統治に励む清正の報告を聞き、秀吉はそう思っていた。
……まあ、儂は儂の仕事をせねばのう。
現時点で、明の援軍を叩きのめした第一軍の陣に明からの使者が訪れた。
使者によると、明は50日間の休戦協定を結びたいとの事だった。
……ふん。その間に体勢を立て直す気か。
秀吉はそう考えた。
おそらくは、今回の援軍が少なかったのは織田軍の戦力を過小評価したというのもあるだろうが、それ以上に大軍を準備する時間がなかったのだろう。

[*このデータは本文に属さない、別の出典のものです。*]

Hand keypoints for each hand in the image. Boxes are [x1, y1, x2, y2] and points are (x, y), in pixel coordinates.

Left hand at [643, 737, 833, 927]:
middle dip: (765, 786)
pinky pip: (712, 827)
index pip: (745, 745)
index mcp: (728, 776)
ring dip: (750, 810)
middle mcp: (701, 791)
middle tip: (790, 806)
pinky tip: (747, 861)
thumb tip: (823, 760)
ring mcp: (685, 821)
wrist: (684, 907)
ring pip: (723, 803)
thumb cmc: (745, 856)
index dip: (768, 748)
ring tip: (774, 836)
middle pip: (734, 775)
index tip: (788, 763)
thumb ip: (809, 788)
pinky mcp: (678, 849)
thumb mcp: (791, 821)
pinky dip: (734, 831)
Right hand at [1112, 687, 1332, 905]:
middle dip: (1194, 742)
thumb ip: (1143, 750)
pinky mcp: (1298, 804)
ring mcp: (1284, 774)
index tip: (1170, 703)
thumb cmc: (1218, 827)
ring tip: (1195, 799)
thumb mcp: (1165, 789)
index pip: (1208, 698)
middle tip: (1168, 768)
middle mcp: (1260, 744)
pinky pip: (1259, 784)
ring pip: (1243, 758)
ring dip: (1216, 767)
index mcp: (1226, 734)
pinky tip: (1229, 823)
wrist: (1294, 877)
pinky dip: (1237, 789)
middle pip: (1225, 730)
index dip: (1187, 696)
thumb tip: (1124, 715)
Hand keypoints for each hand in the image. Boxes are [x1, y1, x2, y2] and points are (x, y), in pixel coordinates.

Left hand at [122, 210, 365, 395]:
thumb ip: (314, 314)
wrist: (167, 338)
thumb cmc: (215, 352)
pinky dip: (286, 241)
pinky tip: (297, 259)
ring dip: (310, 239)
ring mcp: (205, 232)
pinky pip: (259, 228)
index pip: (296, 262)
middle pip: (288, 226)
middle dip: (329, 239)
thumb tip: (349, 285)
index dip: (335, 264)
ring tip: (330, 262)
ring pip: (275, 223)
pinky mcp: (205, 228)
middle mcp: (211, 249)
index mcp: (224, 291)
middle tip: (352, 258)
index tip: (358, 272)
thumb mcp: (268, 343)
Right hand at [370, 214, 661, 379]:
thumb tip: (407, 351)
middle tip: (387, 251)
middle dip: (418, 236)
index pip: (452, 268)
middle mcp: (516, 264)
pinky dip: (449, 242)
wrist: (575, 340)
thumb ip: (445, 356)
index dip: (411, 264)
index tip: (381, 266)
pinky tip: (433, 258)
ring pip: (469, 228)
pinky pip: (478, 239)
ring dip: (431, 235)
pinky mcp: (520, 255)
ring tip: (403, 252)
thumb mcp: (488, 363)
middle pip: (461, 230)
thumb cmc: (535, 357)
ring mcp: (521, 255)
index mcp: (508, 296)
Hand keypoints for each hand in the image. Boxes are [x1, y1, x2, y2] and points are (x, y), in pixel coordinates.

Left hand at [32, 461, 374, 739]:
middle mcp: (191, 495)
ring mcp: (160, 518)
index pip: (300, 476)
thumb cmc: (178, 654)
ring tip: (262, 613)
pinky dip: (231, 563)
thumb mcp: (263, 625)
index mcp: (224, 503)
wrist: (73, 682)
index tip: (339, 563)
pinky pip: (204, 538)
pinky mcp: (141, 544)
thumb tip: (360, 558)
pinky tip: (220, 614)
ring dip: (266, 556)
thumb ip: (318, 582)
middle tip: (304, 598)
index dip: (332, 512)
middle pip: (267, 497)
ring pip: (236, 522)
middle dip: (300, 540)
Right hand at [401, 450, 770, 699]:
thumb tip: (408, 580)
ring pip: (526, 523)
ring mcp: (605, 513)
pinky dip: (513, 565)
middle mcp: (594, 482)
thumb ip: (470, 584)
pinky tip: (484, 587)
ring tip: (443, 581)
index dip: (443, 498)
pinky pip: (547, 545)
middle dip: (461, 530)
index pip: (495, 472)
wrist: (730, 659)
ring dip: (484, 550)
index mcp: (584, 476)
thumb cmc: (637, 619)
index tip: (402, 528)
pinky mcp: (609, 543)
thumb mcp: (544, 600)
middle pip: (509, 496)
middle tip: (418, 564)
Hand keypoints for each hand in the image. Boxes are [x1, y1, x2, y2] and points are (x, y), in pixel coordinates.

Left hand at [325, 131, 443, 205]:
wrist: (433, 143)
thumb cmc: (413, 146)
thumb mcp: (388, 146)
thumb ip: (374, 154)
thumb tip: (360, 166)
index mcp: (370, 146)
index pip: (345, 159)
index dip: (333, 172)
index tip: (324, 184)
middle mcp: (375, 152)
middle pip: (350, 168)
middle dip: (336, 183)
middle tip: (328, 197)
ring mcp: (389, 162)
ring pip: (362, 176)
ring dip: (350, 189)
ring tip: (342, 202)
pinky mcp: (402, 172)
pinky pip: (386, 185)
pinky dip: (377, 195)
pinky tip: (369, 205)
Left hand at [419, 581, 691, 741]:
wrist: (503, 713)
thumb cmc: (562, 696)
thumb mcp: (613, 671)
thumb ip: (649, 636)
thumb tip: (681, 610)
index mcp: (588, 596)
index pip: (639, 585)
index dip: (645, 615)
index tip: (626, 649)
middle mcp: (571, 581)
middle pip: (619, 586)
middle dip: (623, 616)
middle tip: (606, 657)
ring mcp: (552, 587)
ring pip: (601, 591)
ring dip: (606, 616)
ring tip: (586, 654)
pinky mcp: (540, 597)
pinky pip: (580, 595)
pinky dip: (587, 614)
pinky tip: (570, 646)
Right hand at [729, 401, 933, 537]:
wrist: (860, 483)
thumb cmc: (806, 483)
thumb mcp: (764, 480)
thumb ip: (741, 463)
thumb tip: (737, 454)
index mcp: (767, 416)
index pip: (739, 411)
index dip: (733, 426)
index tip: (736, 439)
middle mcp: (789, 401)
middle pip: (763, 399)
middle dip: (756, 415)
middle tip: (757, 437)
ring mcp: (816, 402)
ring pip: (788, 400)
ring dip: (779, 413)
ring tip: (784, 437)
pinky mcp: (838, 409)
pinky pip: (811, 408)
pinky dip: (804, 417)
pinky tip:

では、このまま一気に明まで攻め込めばよいではないか、という考えもあるかもしれない。
だが。
……下策だな、それは。
現状では、朝鮮八道ですら完全に制圧しているとはいいがたいのだ。
こんな状態で明にまで攻め込めば、さらに兵站は伸びる。
短く長く伸びきった兵站が叩かれれば、悲惨な事になりかねない。
……しばらくは朝鮮全域の統治に専念する。明の料理はそれからでよい。そちらがよこした50日間はこちらも有効に使わせてもらう。
そう考えた秀吉は、休戦協定を受け入れた。
明と戦わずに、足場を固める事に決断したのだ。
ちなみに、これはあくまで明国と結んだ休戦協定であり朝鮮は入っていない。事実、朝鮮軍は休戦協定が結ばれてからも活発に日本軍に襲いかかってきていた。
……その間に、朝鮮全域を平定する。
この時点で、森長可や伊達政宗らは一時帰国していたが、かわりに毛利輝元や小早川隆景といった有力大名が渡海。
彼らを忠清道や全羅道の平定に当たらせていた。
……儂らの役割は、当面はここで平壌の朝鮮軍に睨みを利かせる事じゃ。
秀吉はそう考えて平壌に留まっていた。
「殿っ!」
慌てた様子で駆け込んでくる声が聞こえる。
今、考えていた子飼い武将の一人である石田三成である。
「何じゃ、騒々しい」
「それが……」
三成の歯切れは悪い。
「どうしたというのじゃ」
秀吉は、三成を落ち着かせる。
すると、三成は胸元から書状を取り出した。
「こ、これを……」
「うむ……」
秀吉は書状を読み始める。
すると、秀吉の顔色が変わった。
「何っ!?」
それは、彼らの主君である織田信忠からの書状だった。
「どうかしたのですか?」
慌ただしい様子が部屋の外にまで聞こえたのか、福島正則や小西行長といった面々もこちらに近づいてくる。
「上様が……」
「上様がどうかされたのですか?」
行長が訊ねる。
「上様が渡海されるというのだ」
秀吉に代わって、三成が答えた。
「何ですと?」
「それは真ですか?」
行長と正則が、驚いた様子で秀吉に訪ねた。
秀吉は黙って頷く。
「……うむ。上様の書状にはそうある」
そう言って、二人の前に書状を差し出した。
最初は、行長が。続いて、正則が書状を読む。
この時点で、朝鮮八道を点による支配とはいえ概ね制圧。
李氏朝鮮の正規軍も事実上、壊滅した。
どうやら、このあまりにも順調な侵攻撃を見て、織田信忠は渡海を決断したようだった。
すぐにでも名護屋城を経つという内容の書状である。
「日付は……」
秀吉は日付を確認する。
「日付からするに、もう釜山に着いていてもおかしくないな」
うーむ、と秀吉は唸る。
「航路の方は大丈夫なのでしょうか?」
正則が言う。
現状、制海権は完全に織田軍が握っている。
それでも、海の上というのは極めて危険な場所だ。
万が一という事がないとは限らない。
「今のところ、対馬から釜山の制海権は我らが握っておる。大丈夫だとは思うが……」
それでもなお、不安げな様子の秀吉だった。
だが、子飼い武将達が自分を見る目に気づいた。
……おっと、いかんいかん。儂はこやつらの大将じゃ。その大将が、家臣達を不安にさせるような真似をしてはいかんの。
安心させるように言う。
「何、不安になる事はない。上様は無敵だ。万一の事などありえぬよ」
そう言って、秀吉は快活に笑った。